**Data shown:**
........

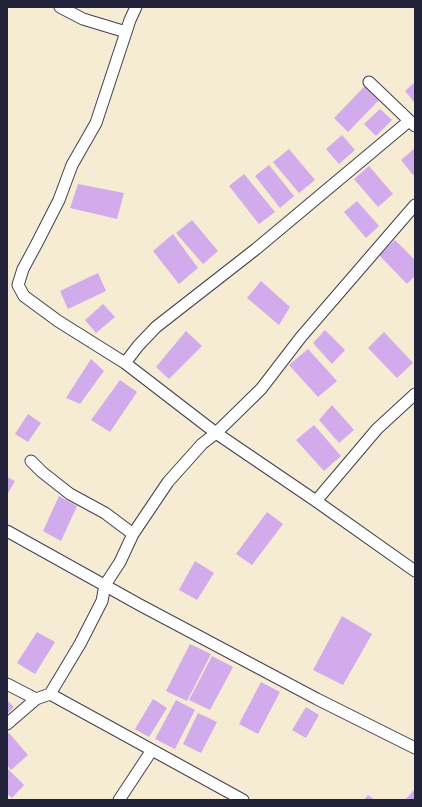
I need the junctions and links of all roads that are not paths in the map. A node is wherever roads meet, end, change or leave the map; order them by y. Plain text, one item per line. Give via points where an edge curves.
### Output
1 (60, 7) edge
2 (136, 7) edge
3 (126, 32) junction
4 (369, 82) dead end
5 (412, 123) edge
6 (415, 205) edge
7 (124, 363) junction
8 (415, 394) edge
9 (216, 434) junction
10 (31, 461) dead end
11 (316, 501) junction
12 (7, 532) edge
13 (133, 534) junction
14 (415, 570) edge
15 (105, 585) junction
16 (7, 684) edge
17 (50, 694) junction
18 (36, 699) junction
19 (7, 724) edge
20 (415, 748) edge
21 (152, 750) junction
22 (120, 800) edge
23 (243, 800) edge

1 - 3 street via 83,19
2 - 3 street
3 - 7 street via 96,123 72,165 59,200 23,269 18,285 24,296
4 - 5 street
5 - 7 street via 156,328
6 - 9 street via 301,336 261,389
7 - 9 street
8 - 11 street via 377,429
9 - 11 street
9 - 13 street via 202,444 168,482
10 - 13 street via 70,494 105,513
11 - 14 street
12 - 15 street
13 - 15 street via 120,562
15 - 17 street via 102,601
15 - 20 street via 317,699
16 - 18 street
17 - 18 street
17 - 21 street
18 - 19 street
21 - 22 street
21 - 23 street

........

**Work instructions:** Quote the material in full and exactly; do not carry over its pictures.

**Response:**
I need the junctions and links of all roads that are not paths in the map. A node is wherever roads meet, end, change or leave the map; order them by y. Plain text, one item per line. Give via points where an edge curves.
### Output
1 (60, 7) edge
2 (136, 7) edge
3 (126, 32) junction
4 (369, 82) dead end
5 (412, 123) edge
6 (415, 205) edge
7 (124, 363) junction
8 (415, 394) edge
9 (216, 434) junction
10 (31, 461) dead end
11 (316, 501) junction
12 (7, 532) edge
13 (133, 534) junction
14 (415, 570) edge
15 (105, 585) junction
16 (7, 684) edge
17 (50, 694) junction
18 (36, 699) junction
19 (7, 724) edge
20 (415, 748) edge
21 (152, 750) junction
22 (120, 800) edge
23 (243, 800) edge

1 - 3 street via 83,19
2 - 3 street
3 - 7 street via 96,123 72,165 59,200 23,269 18,285 24,296
4 - 5 street
5 - 7 street via 156,328
6 - 9 street via 301,336 261,389
7 - 9 street
8 - 11 street via 377,429
9 - 11 street
9 - 13 street via 202,444 168,482
10 - 13 street via 70,494 105,513
11 - 14 street
12 - 15 street
13 - 15 street via 120,562
15 - 17 street via 102,601
15 - 20 street via 317,699
16 - 18 street
17 - 18 street
17 - 21 street
18 - 19 street
21 - 22 street
21 - 23 street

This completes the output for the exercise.